So let's begin. Here's how you can build a successful business that competes directly with Steam:

Don't!

You've probably heard of Blue Ocean Strategy -- Nintendo famously did it with the Wii, and by all accounts are repeating the exercise with the Switch. Instead of joining a giant feeding frenzy of sharks where you have to fight for your life just to grab a tiny piece (a "Red Ocean"), you swim out to some pristine fishing grounds the other sharks haven't found yet and feast all by yourself.

This is not to say that in principle I think nobody should ever try to compete with Steam. The marketplace definitely needs the competition, and I'm very open to hearing ideas about how to make things better for everyone.

I'm just saying that if I was an investor considering your pitch, I'd run.

Being Better Isn't Good Enough

For whatever reason, you've decided not to take my advice and you're still going to take on Steam, either head-on, or trying to mix it up with some neat gimmick.

Unfortunately, you can't just build a better mousetrap, because you'll be absolutely murdered by Steam's impenetrable network effects. Even if every aspect of your service is better than Steam's in every possible way, you're still up against the massive inertia of everybody already having huge libraries full of games on Steam. Their credit cards are registered on Steam, their friends all play on Steam, and most importantly, all the developers, and therefore all the games, are on Steam.

Furthermore, despite all of the constant (and justified!) complaints everyone has about Steam's services, you're kidding yourself if you think you, as a startup, are going to do a better job on every single one. For one, there's no way in hell you're going to be able to manage the amount of traffic and server load they do.
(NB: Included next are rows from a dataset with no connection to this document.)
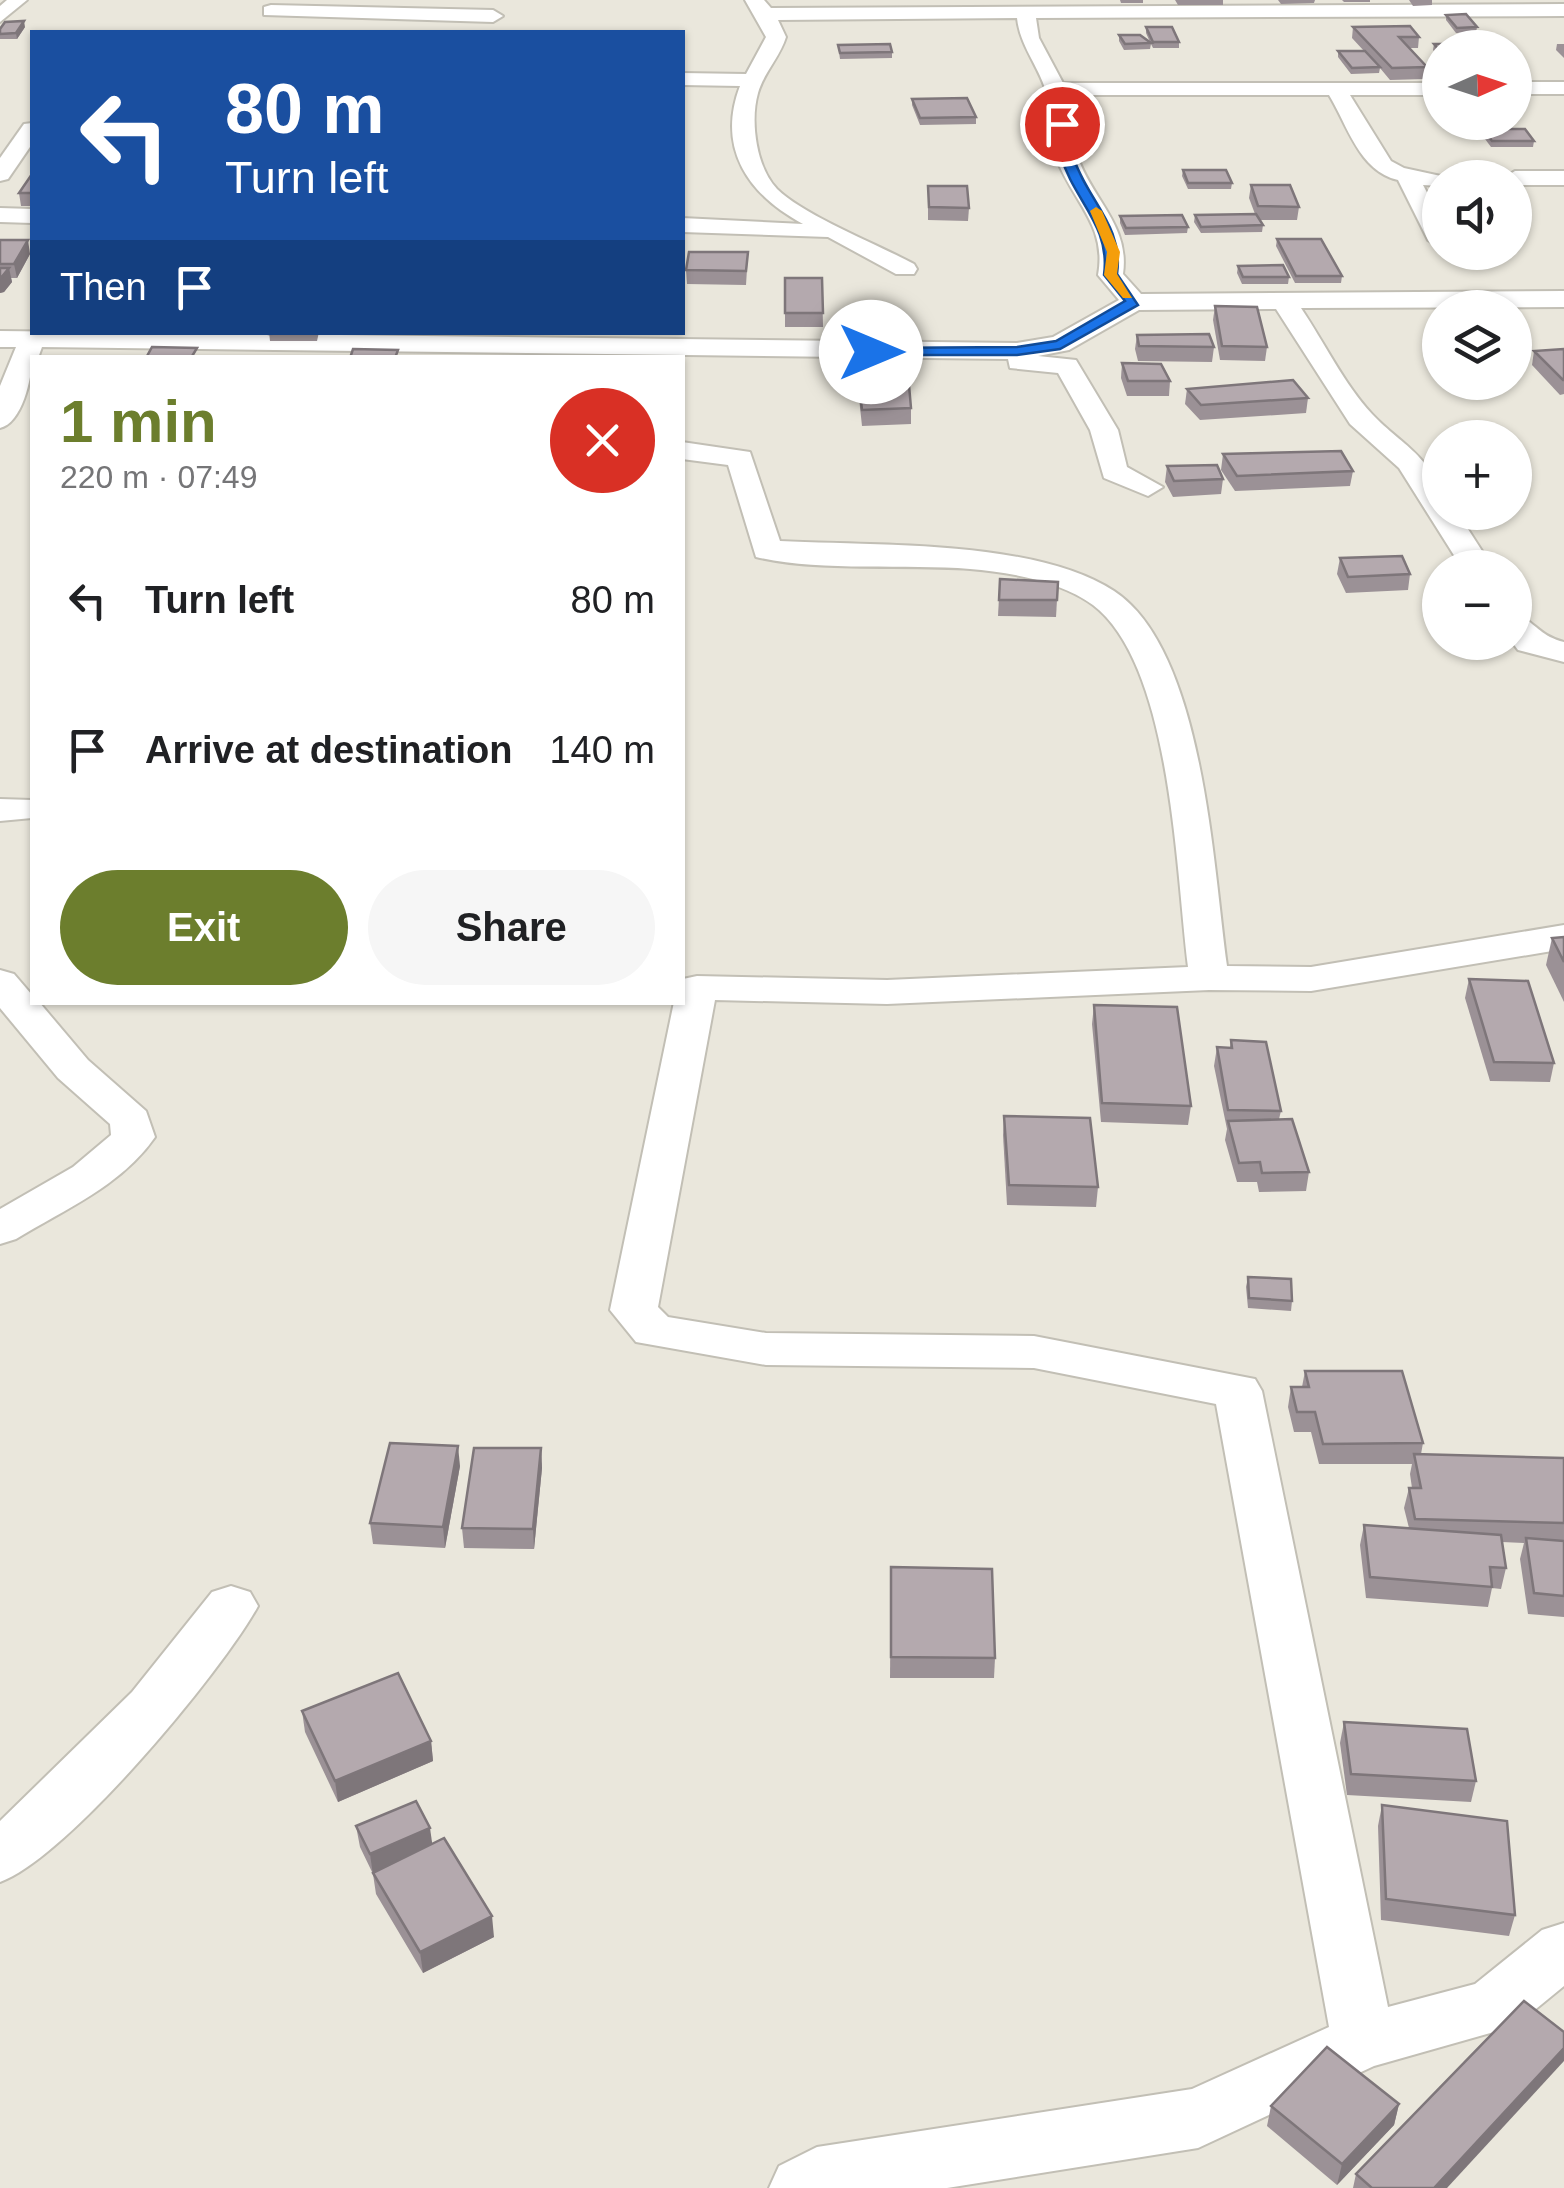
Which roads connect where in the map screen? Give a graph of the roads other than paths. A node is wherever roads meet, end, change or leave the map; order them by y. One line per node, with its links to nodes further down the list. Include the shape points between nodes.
1 (18, 0): 10 (street)
2 (1492, 0): 6 (street)
3 (1232, 6): 6 (street); 9 (street)
4 (760, 7): 9 (street); 12 (street, via 776,38)
5 (271, 10): 8 (street)
6 (1522, 10): 7 (street)
7 (1564, 10)
8 (494, 14)
9 (1026, 14): 15 (street, via 1030,38)
10 (0, 16)
11 (685, 79): 12 (street)
12 (752, 80): 28 (street, via 747,154 764,193)
13 (1532, 88): 14 (street)
14 (1564, 88)
15 (1056, 89): 17 (street); 33 (street, via 1067,158 1108,232 1114,252 1110,275)
16 (1422, 89): 17 (street)
17 (1337, 91): 23 (street, via 1380,165)
18 (26, 124): 19 (street)
19 (0, 174)
20 (1532, 178): 21 (street)
21 (1564, 178)
22 (1422, 179): 23 (street)
23 (1409, 180): 24 (street)
24 (1422, 205)
25 (0, 215): 26 (street)
26 (30, 216)
27 (685, 226): 28 (street)
28 (842, 233): 29 (street)
29 (904, 270)
30 (1422, 298): 34 (street)
31 (1532, 298): 32 (street)
32 (1564, 299)
33 (1134, 302): 34 (street); 37 (street, via 1060,344)
34 (1285, 303): 42 (street, via 1360,418)
35 (32, 339): 36 (street); 37 (street, via 649,343); 38 (street)
36 (0, 340)
37 (904, 353): 43 (street, via 1067,366 1104,430 1114,472)
38 (0, 420)
39 (0, 434): 40 (street)
40 (30, 434)
41 (685, 450): 47 (street, via 740,458 767,550 974,560 1050,574 1104,598 1135,632 1174,716)
42 (1422, 482)
43 (1148, 488)
44 (1532, 644): 45 (street)
45 (1564, 652)
46 (1564, 936): 47 (street, via 1311,979)
47 (1209, 978): 53 (street, via 887,992 698,988 634,1310 653,1331 766,1350 1034,1352 1238,1391)
48 (0, 982): 49 (street, via 73,1069 131,1120 132,1137 87,1177)
49 (0, 1229)
50 (231, 1606): 51 (street, via 184,1675 119,1746)
51 (0, 1858)
52 (1564, 1949): 53 (street, via 1493,2008)
53 (1363, 2042): 54 (street, via 1198,2118 817,2178)
54 (802, 2188)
Second, you don't have the institutional memory and processes built up over years and years to deal with all the crazy edge cases, hacking, and general abuse of your system.
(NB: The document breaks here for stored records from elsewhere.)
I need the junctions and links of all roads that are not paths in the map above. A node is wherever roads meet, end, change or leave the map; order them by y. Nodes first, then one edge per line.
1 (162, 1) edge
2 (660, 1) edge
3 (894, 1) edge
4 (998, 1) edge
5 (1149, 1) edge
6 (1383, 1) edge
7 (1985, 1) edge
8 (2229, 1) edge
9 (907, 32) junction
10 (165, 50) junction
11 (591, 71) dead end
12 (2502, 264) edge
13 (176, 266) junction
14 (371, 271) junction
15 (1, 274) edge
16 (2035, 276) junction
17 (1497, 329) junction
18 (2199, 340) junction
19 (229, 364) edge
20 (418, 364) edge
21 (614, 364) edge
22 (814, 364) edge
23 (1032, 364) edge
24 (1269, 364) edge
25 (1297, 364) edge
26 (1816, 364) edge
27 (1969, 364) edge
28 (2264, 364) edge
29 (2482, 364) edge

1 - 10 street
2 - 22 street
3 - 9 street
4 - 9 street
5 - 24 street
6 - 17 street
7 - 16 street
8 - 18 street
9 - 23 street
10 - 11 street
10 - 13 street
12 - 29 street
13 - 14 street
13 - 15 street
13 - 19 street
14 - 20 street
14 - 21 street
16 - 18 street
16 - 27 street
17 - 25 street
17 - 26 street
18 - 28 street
But okay, you're going to start small so you don't need to deal with all that stuff just yet. And let's grant that somehow, miraculously, you're going to start with a service that is every bit as good as Steam's. Okay, here's what you have to do to not get shot in the face before you even arrive at the starting line.

Minimum Requirements to Not Fail Right Away

If you've set yourself on this task, and you haven't read Joel Spolsky's Strategy Letter II: Chicken or Egg Problems, go read it now. Re-read it every morning. This is the heart of your problem and all your challenges flow from this. Memorize it.

You need customers. You can't get those customers without a lot of big, popular, games. You can't get developers to upload those games without customers. You can't get customers without games.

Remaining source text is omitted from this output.